• EXERCISE DIRECTIONS: Find the word "edges" in the records and copy every line where it occurs.

|---|

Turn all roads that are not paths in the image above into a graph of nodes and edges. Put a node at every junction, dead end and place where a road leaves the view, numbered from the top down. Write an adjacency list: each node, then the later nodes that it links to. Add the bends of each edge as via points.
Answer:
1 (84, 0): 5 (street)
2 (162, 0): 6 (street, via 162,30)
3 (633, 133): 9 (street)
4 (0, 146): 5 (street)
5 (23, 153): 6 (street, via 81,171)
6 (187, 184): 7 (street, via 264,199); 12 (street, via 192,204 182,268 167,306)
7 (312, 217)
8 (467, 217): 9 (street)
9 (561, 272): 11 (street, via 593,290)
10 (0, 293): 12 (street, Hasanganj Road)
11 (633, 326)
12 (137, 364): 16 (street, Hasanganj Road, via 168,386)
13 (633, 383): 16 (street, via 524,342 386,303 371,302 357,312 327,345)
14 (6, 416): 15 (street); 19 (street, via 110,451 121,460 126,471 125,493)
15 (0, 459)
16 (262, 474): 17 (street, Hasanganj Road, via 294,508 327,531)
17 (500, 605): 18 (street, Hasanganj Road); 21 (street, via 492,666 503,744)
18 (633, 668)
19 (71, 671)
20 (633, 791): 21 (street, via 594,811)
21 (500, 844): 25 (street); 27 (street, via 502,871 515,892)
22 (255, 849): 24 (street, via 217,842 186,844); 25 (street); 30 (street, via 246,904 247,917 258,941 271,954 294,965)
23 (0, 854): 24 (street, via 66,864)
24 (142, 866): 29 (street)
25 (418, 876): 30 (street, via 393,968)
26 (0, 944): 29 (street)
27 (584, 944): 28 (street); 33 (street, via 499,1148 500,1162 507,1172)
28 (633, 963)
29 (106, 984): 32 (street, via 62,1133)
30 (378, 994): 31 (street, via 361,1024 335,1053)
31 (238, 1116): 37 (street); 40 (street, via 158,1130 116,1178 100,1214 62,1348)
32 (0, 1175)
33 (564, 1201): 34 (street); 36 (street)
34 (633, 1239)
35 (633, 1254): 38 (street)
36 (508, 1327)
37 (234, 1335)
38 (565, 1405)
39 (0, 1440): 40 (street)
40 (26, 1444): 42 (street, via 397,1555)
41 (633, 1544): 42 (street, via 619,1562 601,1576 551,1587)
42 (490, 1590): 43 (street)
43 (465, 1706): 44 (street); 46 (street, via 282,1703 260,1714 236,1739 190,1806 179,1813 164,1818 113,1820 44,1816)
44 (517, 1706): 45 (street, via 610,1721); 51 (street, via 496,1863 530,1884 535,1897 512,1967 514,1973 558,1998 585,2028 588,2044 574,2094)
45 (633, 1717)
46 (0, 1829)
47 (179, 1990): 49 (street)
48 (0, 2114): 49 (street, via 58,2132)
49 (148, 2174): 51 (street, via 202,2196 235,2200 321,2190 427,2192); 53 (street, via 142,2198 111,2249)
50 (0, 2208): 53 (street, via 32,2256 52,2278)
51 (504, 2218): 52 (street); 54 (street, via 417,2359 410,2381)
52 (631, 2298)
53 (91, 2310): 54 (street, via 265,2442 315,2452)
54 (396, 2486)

|---|

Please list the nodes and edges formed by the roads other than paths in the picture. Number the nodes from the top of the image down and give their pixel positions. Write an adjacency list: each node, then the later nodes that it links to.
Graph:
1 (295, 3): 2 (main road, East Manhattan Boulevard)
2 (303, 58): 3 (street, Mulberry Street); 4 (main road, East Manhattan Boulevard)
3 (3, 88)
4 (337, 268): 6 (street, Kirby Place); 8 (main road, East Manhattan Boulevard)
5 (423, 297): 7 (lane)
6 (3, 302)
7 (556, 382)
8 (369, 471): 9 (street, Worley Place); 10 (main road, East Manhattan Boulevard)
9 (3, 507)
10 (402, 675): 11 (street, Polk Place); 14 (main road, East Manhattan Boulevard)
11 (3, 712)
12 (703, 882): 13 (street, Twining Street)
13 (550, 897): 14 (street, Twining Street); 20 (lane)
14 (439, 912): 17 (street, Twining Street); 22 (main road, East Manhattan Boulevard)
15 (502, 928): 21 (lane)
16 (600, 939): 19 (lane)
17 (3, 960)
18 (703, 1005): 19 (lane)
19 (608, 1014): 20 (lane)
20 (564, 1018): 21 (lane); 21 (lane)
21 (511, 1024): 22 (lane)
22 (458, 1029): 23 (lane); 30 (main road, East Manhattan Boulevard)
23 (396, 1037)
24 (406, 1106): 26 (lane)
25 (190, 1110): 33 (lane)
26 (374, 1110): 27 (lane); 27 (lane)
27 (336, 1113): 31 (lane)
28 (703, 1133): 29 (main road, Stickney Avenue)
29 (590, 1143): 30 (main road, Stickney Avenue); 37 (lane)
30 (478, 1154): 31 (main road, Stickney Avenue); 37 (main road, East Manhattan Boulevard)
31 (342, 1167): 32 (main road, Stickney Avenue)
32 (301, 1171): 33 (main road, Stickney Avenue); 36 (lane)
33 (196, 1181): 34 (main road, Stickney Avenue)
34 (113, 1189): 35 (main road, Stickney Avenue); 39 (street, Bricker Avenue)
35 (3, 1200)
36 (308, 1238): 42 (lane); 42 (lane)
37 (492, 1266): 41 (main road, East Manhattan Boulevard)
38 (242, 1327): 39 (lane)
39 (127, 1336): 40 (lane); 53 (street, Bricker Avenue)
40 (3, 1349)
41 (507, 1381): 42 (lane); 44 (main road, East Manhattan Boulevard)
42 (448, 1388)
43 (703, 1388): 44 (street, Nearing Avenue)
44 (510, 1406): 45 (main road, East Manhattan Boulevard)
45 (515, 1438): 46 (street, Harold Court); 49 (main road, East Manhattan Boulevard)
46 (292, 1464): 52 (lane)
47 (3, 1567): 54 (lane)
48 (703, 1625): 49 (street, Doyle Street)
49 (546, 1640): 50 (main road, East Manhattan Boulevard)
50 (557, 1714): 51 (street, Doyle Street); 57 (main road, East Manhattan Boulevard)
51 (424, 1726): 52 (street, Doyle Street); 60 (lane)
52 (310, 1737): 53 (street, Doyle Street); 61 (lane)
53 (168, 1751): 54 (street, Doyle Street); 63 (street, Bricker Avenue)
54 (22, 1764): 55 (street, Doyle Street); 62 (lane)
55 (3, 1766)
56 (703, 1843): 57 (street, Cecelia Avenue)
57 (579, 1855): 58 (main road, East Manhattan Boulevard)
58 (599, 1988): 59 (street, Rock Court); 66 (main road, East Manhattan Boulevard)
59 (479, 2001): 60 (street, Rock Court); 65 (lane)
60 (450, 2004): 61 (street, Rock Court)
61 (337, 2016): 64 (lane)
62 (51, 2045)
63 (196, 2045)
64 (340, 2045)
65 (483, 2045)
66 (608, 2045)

|---|

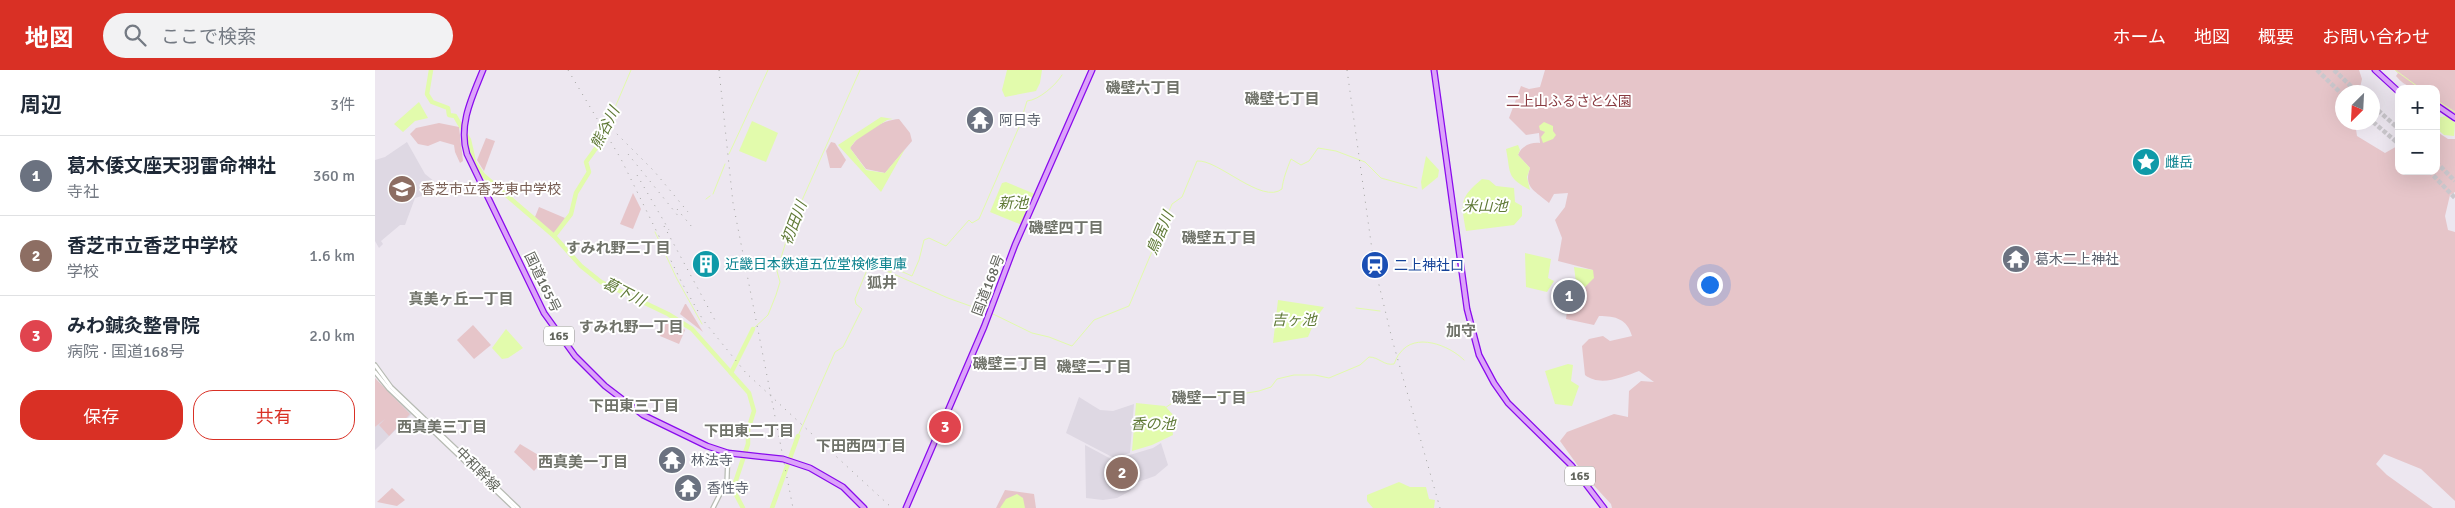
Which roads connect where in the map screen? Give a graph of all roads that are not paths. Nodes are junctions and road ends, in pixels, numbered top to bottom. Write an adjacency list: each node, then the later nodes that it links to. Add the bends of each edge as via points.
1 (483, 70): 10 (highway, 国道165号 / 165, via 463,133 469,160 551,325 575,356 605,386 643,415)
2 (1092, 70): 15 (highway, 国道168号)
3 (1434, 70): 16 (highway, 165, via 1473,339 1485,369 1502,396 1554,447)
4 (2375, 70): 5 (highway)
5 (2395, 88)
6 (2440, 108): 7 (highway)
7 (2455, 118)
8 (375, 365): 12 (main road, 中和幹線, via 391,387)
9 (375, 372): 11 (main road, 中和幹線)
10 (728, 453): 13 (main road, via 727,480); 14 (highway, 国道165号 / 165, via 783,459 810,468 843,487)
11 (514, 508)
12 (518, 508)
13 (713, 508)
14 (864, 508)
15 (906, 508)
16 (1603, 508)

|---|

• TASK RESULT:
Turn all roads that are not paths in the image above into a graph of nodes and edges. Put a node at every junction, dead end and place where a road leaves the view, numbered from the top down. Write an adjacency list: each node, then the later nodes that it links to. Add the bends of each edge as via points.
Please list the nodes and edges formed by the roads other than paths in the picture. Number the nodes from the top of the image down and give their pixel positions. Write an adjacency list: each node, then the later nodes that it links to.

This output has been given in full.